所以,下面分为TransformerEncoder和TransformerDecoder两个模块来了解Transformer具体细节组成。
这个部分就是调用_get_clones函数,复制6份TransformerEncoderLayer类,然后前向传播依次输入这6个TransformerEncoderLayer类,不断的计算特征图的自注意力,并不断的增强特征图,最终得到最强的(信息最多的)特征图output:[h*w, bs, 256]。值得注意的是,整个TransformerEncoder过程特征图的shape是不变的。
class TransformerEncoder(nn.Module):
def __init__(self, encoder_layer, num_layers, norm=None):
super().__init__()
# 复制num_layers=6份encoder_layer=TransformerEncoderLayer
self.layers = _get_clones(encoder_layer, num_layers)
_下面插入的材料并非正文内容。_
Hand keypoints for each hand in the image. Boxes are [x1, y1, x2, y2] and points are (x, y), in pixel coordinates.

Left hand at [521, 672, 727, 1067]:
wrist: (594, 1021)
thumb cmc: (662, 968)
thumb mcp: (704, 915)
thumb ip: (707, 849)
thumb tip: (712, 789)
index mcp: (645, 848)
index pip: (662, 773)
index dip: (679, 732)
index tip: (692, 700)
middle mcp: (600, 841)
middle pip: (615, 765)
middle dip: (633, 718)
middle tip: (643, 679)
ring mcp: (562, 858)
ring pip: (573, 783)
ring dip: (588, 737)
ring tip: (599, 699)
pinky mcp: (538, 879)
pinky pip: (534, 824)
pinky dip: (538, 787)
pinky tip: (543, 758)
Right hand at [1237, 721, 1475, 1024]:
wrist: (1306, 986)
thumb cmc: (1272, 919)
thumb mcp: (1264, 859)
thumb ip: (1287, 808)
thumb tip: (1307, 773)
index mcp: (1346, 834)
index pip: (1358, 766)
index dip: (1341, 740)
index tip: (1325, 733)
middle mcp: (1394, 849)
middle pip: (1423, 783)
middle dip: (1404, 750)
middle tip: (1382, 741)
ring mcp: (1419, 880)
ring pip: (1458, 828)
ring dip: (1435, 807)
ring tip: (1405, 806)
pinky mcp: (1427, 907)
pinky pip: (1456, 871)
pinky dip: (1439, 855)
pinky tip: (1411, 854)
# 6层TransformerEncoderLayer
self.num_layers = num_layers
self.norm = norm # layer norm
def forward(self, src,
mask: Optional[Tensor] = None,
src_key_padding_mask: Optional[Tensor] = None,
pos: Optional[Tensor] = None):
"""
src: [h*w, bs, 256] 经过Backbone输出的特征图(降维到256)
mask: None
src_key_padding_mask: [h*w, bs] 记录每个特征图的每个位置是否是被pad的(True无效 False有效)
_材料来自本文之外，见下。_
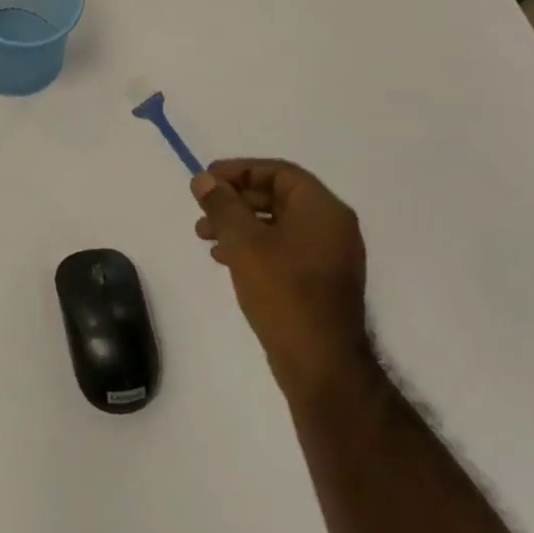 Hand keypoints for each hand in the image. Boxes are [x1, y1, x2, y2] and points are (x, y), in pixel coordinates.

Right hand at [192, 159, 369, 402]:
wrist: (320, 362)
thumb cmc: (283, 292)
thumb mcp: (244, 242)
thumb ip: (222, 205)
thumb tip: (203, 180)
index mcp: (322, 209)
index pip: (279, 172)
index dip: (239, 170)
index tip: (206, 180)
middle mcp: (331, 225)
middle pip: (277, 196)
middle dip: (235, 200)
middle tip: (201, 210)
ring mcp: (328, 255)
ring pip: (276, 224)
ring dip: (239, 224)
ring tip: (204, 236)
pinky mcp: (319, 280)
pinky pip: (283, 248)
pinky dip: (253, 245)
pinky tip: (225, 258) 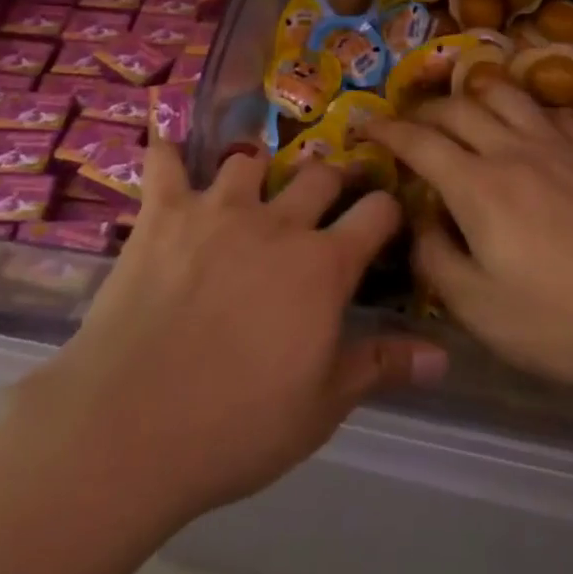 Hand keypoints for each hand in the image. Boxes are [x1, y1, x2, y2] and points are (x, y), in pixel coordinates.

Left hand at [24, 139, 444, 528]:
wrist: (132, 424)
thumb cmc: (237, 425)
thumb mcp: (321, 407)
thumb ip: (380, 366)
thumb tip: (441, 354)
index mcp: (323, 266)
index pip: (377, 213)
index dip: (388, 211)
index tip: (386, 220)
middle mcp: (276, 222)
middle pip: (319, 176)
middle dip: (331, 183)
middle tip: (325, 200)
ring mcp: (217, 209)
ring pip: (249, 161)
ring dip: (256, 172)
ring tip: (250, 189)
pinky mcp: (163, 213)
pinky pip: (166, 163)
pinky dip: (169, 153)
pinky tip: (169, 148)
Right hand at [365, 79, 572, 416]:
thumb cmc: (570, 321)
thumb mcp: (484, 312)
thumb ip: (438, 263)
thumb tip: (420, 226)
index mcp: (478, 186)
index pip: (419, 142)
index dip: (387, 130)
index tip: (365, 124)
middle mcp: (514, 150)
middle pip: (457, 109)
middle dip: (423, 111)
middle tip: (408, 124)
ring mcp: (560, 146)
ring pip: (505, 95)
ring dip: (473, 95)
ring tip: (464, 112)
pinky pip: (551, 112)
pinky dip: (527, 111)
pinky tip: (531, 131)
pos: [h*w, bs, 256] 每个特征图的位置编码
"""
output = src
# 遍历这6层TransformerEncoderLayer
for layer in self.layers:
output = layer(output, src_mask=mask,
src_key_padding_mask=src_key_padding_mask, pos=pos)
if self.norm is not None:
output = self.norm(output)
# 得到最终ENCODER的输出 [h*w, bs, 256]
return output
def _get_clones(module, N):
return nn.ModuleList([copy.deepcopy(module) for i in range(N)])
Encoder Layer = multi-head Attention + add&Norm + feed forward + add&Norm,重点在于multi-head Attention。
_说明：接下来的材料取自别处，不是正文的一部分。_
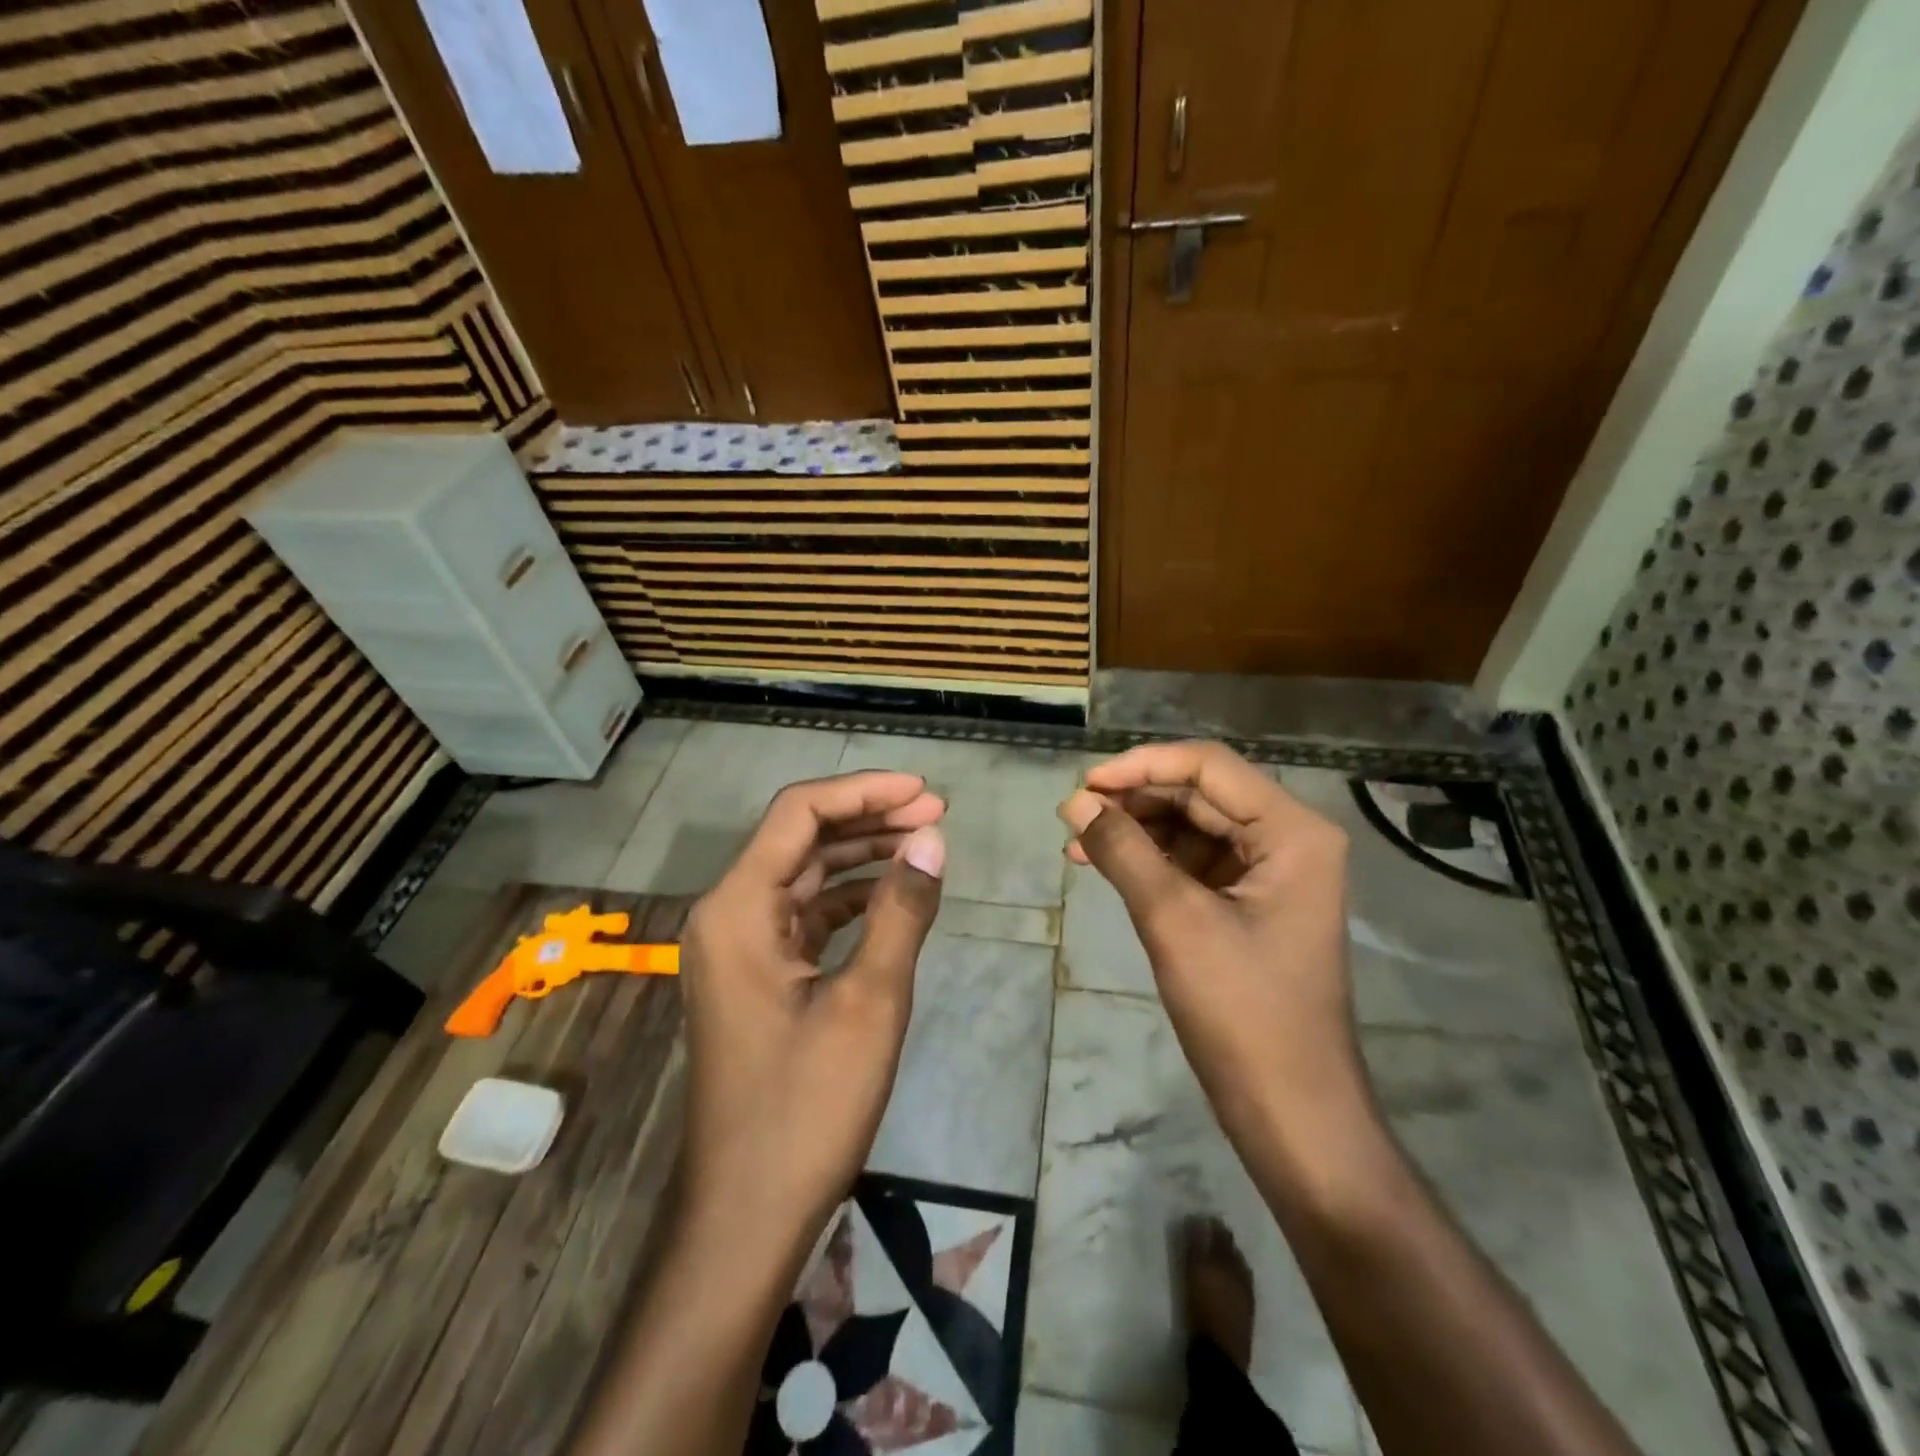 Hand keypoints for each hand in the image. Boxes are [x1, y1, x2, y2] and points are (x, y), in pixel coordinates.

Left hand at [678, 770, 945, 1251]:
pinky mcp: (756, 976)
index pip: (799, 814)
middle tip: (936, 813)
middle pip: (800, 838)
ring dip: (861, 854)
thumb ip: (902, 911)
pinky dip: (849, 897)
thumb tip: (933, 839)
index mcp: (738, 908)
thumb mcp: (870, 1002)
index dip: (864, 791)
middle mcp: (728, 914)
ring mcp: (739, 947)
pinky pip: (805, 914)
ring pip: (804, 875)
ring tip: (924, 842)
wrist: (746, 1213)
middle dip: (869, 818)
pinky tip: (893, 894)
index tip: (925, 792)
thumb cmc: (806, 1108)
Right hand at [1060, 741, 1365, 1160]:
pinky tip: (1104, 866)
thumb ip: (1123, 851)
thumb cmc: (1242, 1012)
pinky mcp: (1248, 904)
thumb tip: (1075, 801)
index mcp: (1292, 831)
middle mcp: (1287, 840)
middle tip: (1073, 816)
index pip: (1208, 767)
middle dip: (1134, 801)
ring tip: (1077, 845)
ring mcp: (1269, 874)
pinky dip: (1150, 861)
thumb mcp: (1174, 920)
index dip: (1142, 766)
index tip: (1085, 785)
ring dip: (1136, 831)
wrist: (1291, 1112)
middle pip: (1200, 794)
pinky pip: (1193, 863)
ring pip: (1192, 827)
class TransformerEncoderLayer(nn.Module):
def __init__(self, d_model, nhead, dim_feedforward=2048, dropout=0.1,
activation="relu", normalize_before=False):
super().__init__()
"""
小encoder层 结构:multi-head Attention + add&Norm + feed forward + add&Norm
d_model: mlp 前馈神经网络的dim
nhead: 8头注意力机制
dim_feedforward: 前馈神经网络的维度 2048
dropout: 0.1
activation: 激活函数类型
normalize_before: 是否使用先LN False
"""
self.self_attn = nn.MultiheadAttention(d_model, nhead, dropout=dropout)
# Implementation of Feedforward model
self.linear1 = nn.Linear(d_model, dim_feedforward)
self.dropout = nn.Dropout(dropout)
self.linear2 = nn.Linear(dim_feedforward, d_model)
self.norm1 = nn.LayerNorm(d_model)
self.norm2 = nn.LayerNorm(d_model)
self.dropout1 = nn.Dropout(dropout)
self.dropout2 = nn.Dropout(dropout)
self.activation = _get_activation_fn(activation)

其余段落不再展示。